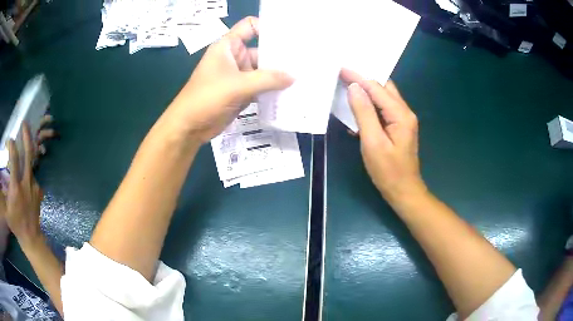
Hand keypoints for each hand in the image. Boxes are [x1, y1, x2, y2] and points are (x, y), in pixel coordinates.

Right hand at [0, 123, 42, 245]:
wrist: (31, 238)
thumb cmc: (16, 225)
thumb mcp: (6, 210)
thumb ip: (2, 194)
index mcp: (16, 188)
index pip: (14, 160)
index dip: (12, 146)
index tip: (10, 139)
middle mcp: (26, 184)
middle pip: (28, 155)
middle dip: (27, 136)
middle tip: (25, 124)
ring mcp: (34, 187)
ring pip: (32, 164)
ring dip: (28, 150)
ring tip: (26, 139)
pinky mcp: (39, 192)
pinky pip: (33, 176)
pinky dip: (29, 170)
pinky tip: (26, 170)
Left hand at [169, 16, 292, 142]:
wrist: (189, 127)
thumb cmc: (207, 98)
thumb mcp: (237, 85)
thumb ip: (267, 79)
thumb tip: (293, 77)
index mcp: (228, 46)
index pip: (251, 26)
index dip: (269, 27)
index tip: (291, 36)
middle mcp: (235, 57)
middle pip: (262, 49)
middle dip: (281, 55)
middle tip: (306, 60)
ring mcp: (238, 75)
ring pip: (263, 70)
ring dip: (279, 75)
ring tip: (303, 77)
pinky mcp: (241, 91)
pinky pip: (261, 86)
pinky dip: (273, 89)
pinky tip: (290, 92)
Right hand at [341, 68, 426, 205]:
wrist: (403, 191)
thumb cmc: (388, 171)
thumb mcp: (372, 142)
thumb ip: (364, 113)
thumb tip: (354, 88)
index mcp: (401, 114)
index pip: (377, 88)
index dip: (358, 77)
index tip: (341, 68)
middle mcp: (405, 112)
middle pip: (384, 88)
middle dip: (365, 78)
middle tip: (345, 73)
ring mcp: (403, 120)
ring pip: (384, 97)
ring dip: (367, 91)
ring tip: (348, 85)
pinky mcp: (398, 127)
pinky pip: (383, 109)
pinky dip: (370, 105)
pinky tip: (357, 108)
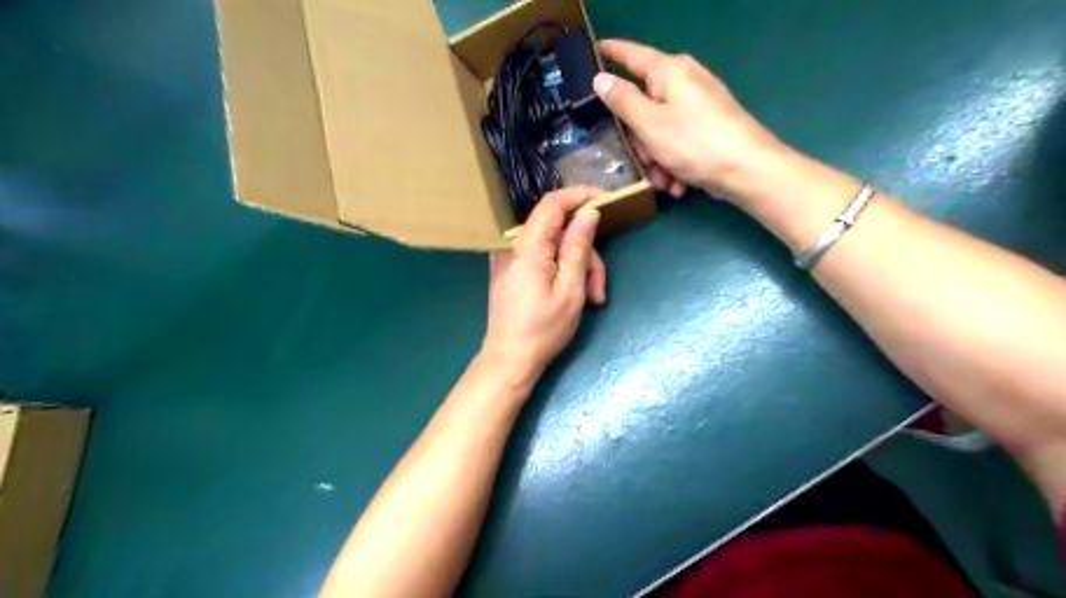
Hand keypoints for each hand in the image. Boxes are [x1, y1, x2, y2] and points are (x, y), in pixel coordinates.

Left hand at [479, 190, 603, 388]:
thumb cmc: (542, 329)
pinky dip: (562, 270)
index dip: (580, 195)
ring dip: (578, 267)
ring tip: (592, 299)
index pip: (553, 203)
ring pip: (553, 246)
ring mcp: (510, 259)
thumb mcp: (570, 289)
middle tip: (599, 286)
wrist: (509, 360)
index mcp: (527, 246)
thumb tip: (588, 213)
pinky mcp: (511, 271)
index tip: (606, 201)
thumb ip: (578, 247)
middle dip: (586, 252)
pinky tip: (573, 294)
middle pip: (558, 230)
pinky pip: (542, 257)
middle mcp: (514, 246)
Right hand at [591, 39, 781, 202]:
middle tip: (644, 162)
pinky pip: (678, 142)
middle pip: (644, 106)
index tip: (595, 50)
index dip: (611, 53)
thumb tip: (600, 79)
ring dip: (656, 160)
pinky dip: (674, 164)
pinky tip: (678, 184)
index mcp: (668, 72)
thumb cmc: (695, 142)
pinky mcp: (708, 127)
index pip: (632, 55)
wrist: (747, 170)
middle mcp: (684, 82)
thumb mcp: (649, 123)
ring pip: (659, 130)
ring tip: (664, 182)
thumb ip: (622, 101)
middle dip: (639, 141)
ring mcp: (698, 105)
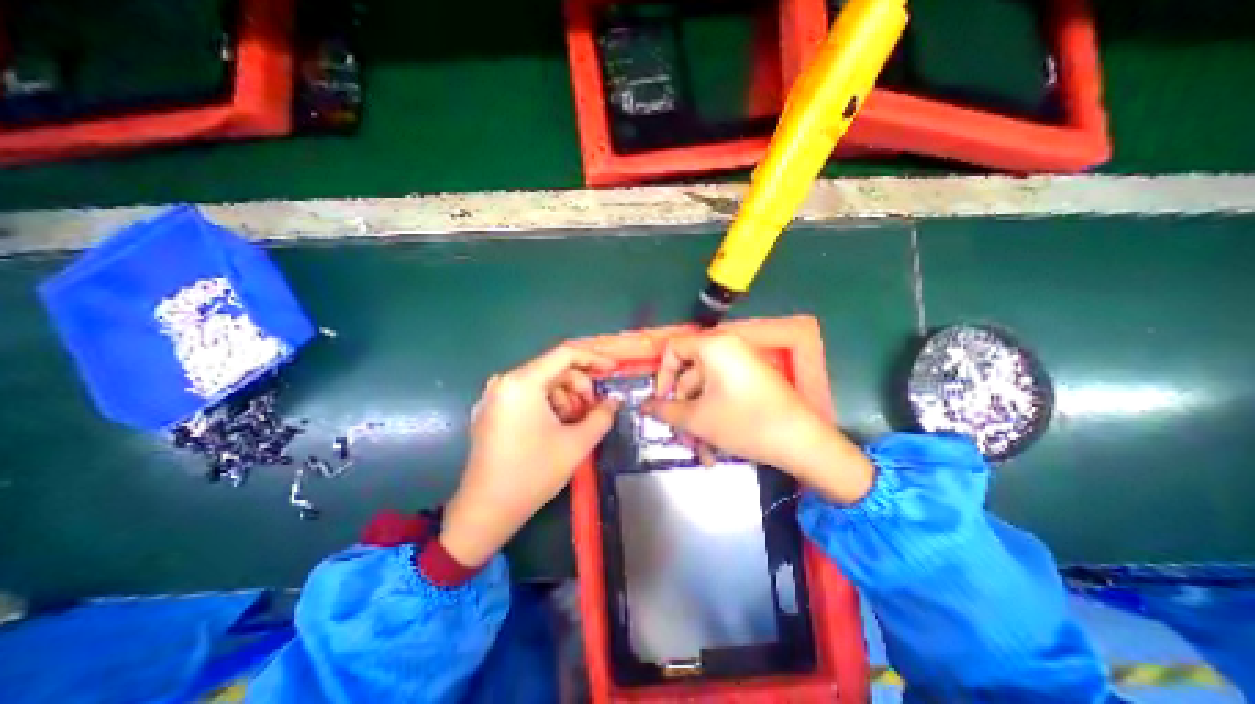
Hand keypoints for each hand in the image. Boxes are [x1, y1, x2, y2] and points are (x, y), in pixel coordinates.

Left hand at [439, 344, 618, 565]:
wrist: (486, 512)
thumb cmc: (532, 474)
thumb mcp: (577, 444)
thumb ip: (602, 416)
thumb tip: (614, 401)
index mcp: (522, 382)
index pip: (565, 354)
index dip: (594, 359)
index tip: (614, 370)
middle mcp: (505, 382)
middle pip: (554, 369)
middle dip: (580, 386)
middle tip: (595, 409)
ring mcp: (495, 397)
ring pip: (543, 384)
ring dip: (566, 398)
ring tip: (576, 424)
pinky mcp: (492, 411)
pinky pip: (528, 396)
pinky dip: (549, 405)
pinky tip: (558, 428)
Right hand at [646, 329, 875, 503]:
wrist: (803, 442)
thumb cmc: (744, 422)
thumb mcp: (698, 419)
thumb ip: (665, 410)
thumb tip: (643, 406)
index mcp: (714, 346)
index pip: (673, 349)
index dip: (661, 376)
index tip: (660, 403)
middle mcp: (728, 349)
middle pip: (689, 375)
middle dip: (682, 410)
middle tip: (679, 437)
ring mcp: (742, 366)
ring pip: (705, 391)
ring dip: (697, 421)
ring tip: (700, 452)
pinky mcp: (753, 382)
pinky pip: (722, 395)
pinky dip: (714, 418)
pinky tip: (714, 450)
------------------------------
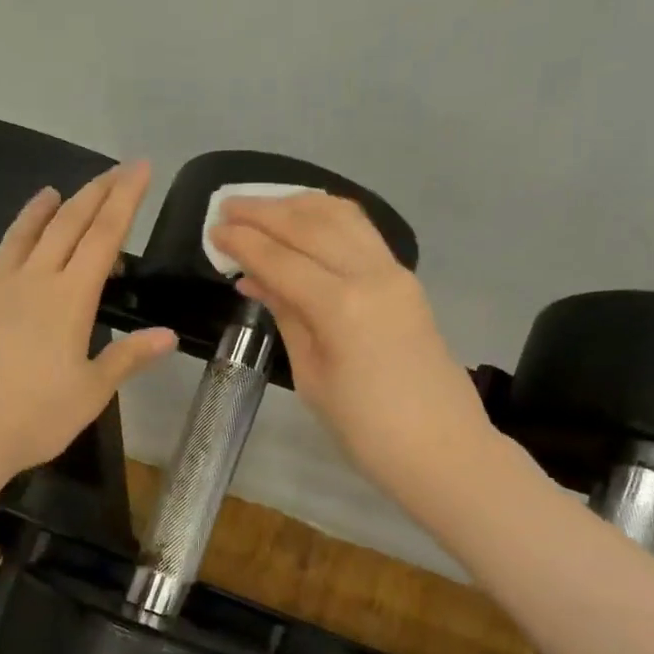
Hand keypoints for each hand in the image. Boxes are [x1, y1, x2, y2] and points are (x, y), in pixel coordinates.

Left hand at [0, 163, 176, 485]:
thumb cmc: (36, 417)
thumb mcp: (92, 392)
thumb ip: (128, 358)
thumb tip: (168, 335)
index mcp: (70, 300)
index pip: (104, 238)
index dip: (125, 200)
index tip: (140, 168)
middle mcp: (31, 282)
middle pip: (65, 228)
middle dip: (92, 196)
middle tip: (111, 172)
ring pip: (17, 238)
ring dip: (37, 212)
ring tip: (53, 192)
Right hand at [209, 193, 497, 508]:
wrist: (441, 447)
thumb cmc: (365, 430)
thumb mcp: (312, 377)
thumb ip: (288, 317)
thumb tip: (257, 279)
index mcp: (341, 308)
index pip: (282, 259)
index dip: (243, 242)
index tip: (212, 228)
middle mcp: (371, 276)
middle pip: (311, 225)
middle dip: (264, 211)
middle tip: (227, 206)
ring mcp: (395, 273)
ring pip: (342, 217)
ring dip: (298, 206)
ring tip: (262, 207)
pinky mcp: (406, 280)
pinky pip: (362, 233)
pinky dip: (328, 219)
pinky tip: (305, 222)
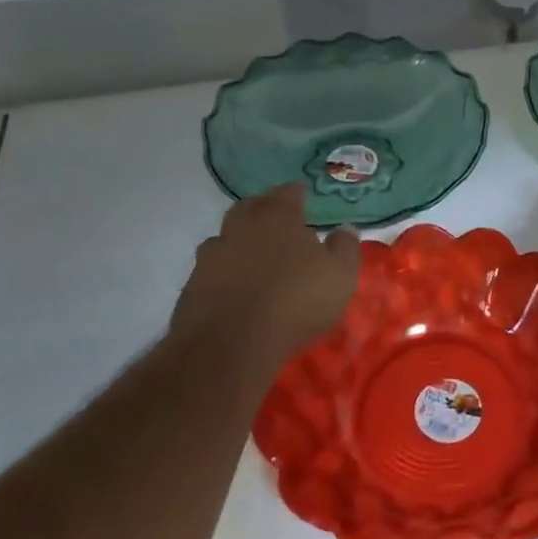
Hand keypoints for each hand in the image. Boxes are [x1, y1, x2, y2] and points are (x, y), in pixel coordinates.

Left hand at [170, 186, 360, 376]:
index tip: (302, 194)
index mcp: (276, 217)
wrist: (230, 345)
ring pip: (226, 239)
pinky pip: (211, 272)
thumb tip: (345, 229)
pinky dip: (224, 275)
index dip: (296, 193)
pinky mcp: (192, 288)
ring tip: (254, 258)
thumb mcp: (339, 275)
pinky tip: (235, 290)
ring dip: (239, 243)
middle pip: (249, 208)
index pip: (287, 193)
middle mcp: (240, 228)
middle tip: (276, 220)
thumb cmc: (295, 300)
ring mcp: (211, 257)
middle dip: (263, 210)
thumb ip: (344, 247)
------------------------------
> Task brief: When you reach the line holding "middle mcp: (405, 112)" in the listing above, begin retyping exactly, and stop once the line holding "index dip: (580, 195)" is done; pictures stay out.

> Solved exercise:
middle mcp: (405, 112)
middle pip: (384, 88)
middle dip: (365, 78)
middle tip: (345, 73)
ring mcp: (403, 120)
ring pip: (384, 97)
ring dip: (367, 91)
ring tip: (348, 85)
pinky mcp: (398, 127)
pinky pip: (383, 109)
pinky dip: (370, 105)
pinky tip: (357, 108)
Hand keypoints for each hand in the image. Boxes are [x1, y1, x2, y2] and points are (x, y), in pixel coordinates.

Left hand at [479, 190, 603, 388]:
thumb cmc: (542, 329)
pinky dip: (562, 270)
index dip: (580, 195)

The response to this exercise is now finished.